[[ PROVIDED MATERIAL open ]]

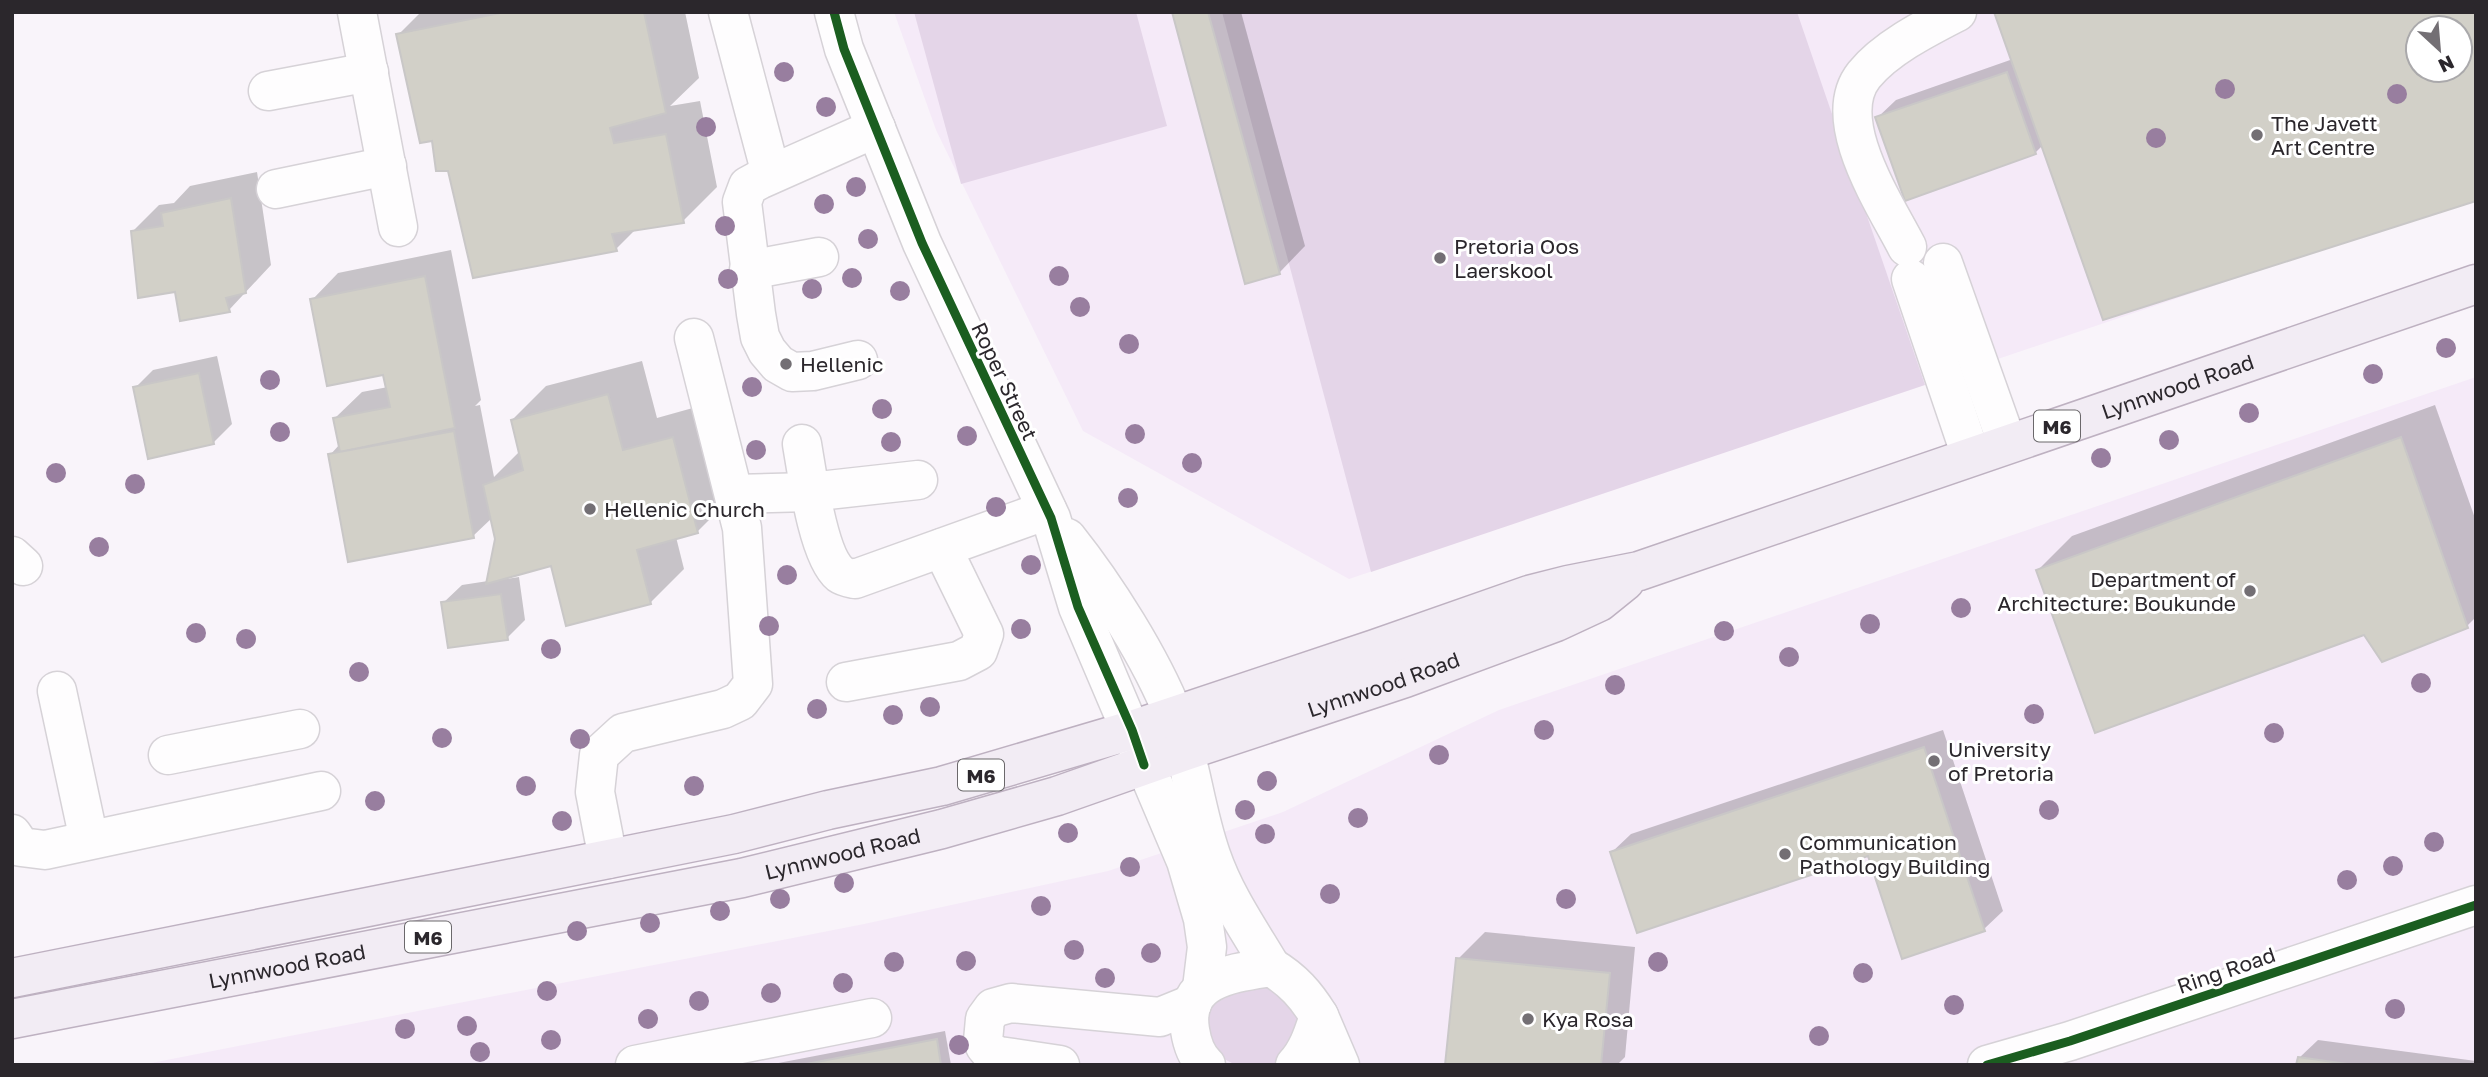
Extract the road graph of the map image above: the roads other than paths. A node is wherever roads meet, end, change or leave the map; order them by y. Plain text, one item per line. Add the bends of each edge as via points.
1 (357, 12) edge
2 (728, 12) edge
3 (834, 12) edge
4 (1956, 12) edge
5 (369, 72) junction
6 (268, 90) dead end
7 (876, 128) junction
8 (387, 166) junction
9 (771, 174) junction
10 (276, 189) dead end
11 (398, 227) dead end
12 (819, 257) dead end
13 (1920, 263) junction
14 (749, 271) junction
15 (2476, 284) edge
16 (694, 338) dead end
17 (858, 360) dead end
18 (802, 443) dead end
19 (2007, 443) junction
20 (1971, 456) junction
21 (918, 480) dead end
22 (810, 492) junction
23 (734, 494) junction
24 (1049, 514) junction
25 (942, 548) junction
26 (846, 682) dead end
27 (57, 691) dead end
28 (300, 729) dead end
29 (1179, 733) junction
30 (1138, 748) junction
31 (168, 755) dead end
32 (321, 791) dead end
33 (12, 834) edge
34 (89, 840) junction
35 (608, 859) junction
36 (2476, 905) edge
37 (1271, 967) junction
38 (12, 978) edge
39 (1194, 1006) junction
40 (1319, 1017) junction
41 (873, 1018) dead end
42 (12, 1019) edge
43 (2074, 1053) edge
44 (1302, 1062) edge
45 (635, 1065) edge
46 (1060, 1065) edge
47 (1181, 1065) edge
48 (1206, 1065) edge
49 (1340, 1065) edge
50 (1987, 1065) edge

1 - 5 street
2 - 9 street
3 - 7 street, Roper Street
4 - 13 street via 1904,40 1863,76 1851,102 1852,123 1865,165
5 - 6 street
5 - 8 street
7 - 9 street
7 - 24 street, Roper Street via 922,243
8 - 10 street
8 - 11 street
9 - 14 street via 748,186 741,202
12 - 14 street
13 - 19 street
13 - 20 street
14 - 17 street via 761,337 778,364 792,372
15 - 19 main road, Lynnwood Road / M6
16 - 23 street
18 - 22 street
19 - 20 main road, Lynnwood Road / M6
20 - 29 main road, Lynnwood Road / M6 via 1639,571 1599,601 1556,622 1405,678
21 - 22 street
22 - 23 street
22 - 25 street via 829,560 841,575 855,579
23 - 35 street via 742,528 753,684 740,701 723,709 622,733 599,755 595,792
24 - 25 street
24 - 29 street, Roper Street via 1105,591 1146,661
24 - 30 street, Roper Street via 1078,607
25 - 26 street via 984,634 978,651 959,661
27 - 34 street
28 - 31 street
29 - 30 main road, Lynnwood Road / M6
29 - 37 street, Roper Street via 1210,853 1224,888
30 - 35 main road, Lynnwood Road / M6
30 - 39 street, Roper Street via 1198,896 1207,947
30 - 42 main road, Lynnwood Road / M6 via 1057,796 742,878
32 - 34 street
33 - 34 street via 21,847 32,850
35 - 38 main road, Lynnwood Road / M6
36 - 43 street, Ring Road
37 - 39 street via 1221,976
37 - 40 street via 1306,995
39 - 46 street via 1160,1017 1010,1003 993,1008 985,1019 983,1041 990,1052
39 - 47 street, Roper Street
39 - 48 street via 1192,1044
40 - 44 street
40 - 49 street
41 - 45 street
43 - 50 street, Ring Road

[[ PROVIDED MATERIAL closed ]]

Give back each entry verbatim but drop its pictures.

Extract the road graph of the map image above: the roads other than paths. A node is wherever roads meet, end, change or leave the map; order them by y. Plain text, one item per line. Add the bends of each edge as via points.
1 (357, 12) edge
2 (728, 12) edge
3 (834, 12) edge
4 (1956, 12) edge
5 (369, 72) junction
6 (268, 90) dead end
7 (876, 128) junction
8 (387, 166) junction
9 (771, 174) junction
10 (276, 189) dead end
11 (398, 227) dead end
12 (819, 257) dead end
13 (1920, 263) junction
14 (749, 271) junction
15 (2476, 284) edge
16 (694, 338) dead end
17 (858, 360) dead end
18 (802, 443) dead end
19 (2007, 443) junction
20 (1971, 456) junction
21 (918, 480) dead end
22 (810, 492) junction
23 (734, 494) junction
24 (1049, 514) junction
25 (942, 548) junction
26 (846, 682) dead end
27 (57, 691) dead end
28 (300, 729) dead end
29 (1179, 733) junction
30 (1138, 748) junction
31 (168, 755) dead end
32 (321, 791) dead end
33 (12, 834) edge
34 (89, 840) junction
35 (608, 859) junction
36 (2476, 905) edge
37 (1271, 967) junction
38 (12, 978) edge
39 (1194, 1006) junction
40 (1319, 1017) junction
41 (873, 1018) dead end
42 (12, 1019) edge
43 (2074, 1053) edge
44 (1302, 1062) edge
45 (635, 1065) edge
46 (1060, 1065) edge
47 (1181, 1065) edge
48 (1206, 1065) edge
49 (1340, 1065) edge
50 (1987, 1065) edge

1 - 5 street
2 - 9 street
3 - 7 street, Roper Street
4 - 13 street via 1904,40 1863,76 1851,102 1852,123 1865,165
5 - 6 street
5 - 8 street
7 - 9 street
7 - 24 street, Roper Street via 922,243
8 - 10 street
8 - 11 street
9 - 14 street via 748,186 741,202
12 - 14 street
13 - 19 street
13 - 20 street
14 - 17 street via 761,337 778,364 792,372
15 - 19 main road, Lynnwood Road / M6
16 - 23 street
18 - 22 street
19 - 20 main road, Lynnwood Road / M6
20 - 29 main road, Lynnwood Road / M6 via 1639,571 1599,601 1556,622 1405,678
21 - 22 street
22 - 23 street
22 - 25 street via 829,560 841,575 855,579
23 - 35 street via 742,528 753,684 740,701 723,709 622,733 599,755 595,792
24 - 25 street
24 - 29 street, Roper Street via 1105,591 1146,661
24 - 30 street, Roper Street via 1078,607
25 - 26 street via 984,634 978,651 959,661
27 - 34 street
28 - 31 street
29 - 30 main road, Lynnwood Road / M6
29 - 37 street, Roper Street via 1210,853 1224,888
30 - 35 main road, Lynnwood Road / M6
30 - 39 street, Roper Street via 1198,896 1207,947
30 - 42 main road, Lynnwood Road / M6 via 1057,796 742,878
32 - 34 street
33 - 34 street via 21,847 32,850
35 - 38 main road, Lynnwood Road / M6
36 - 43 street, Ring Road
37 - 39 street via 1221,976
37 - 40 street via 1306,995
39 - 46 street via 1160,1017 1010,1003 993,1008 985,1019 983,1041 990,1052
39 - 47 street, Roper Street
39 - 48 street via 1192,1044
40 - 44 street
40 - 49 street
41 - 45 street
43 - 50 street, Ring Road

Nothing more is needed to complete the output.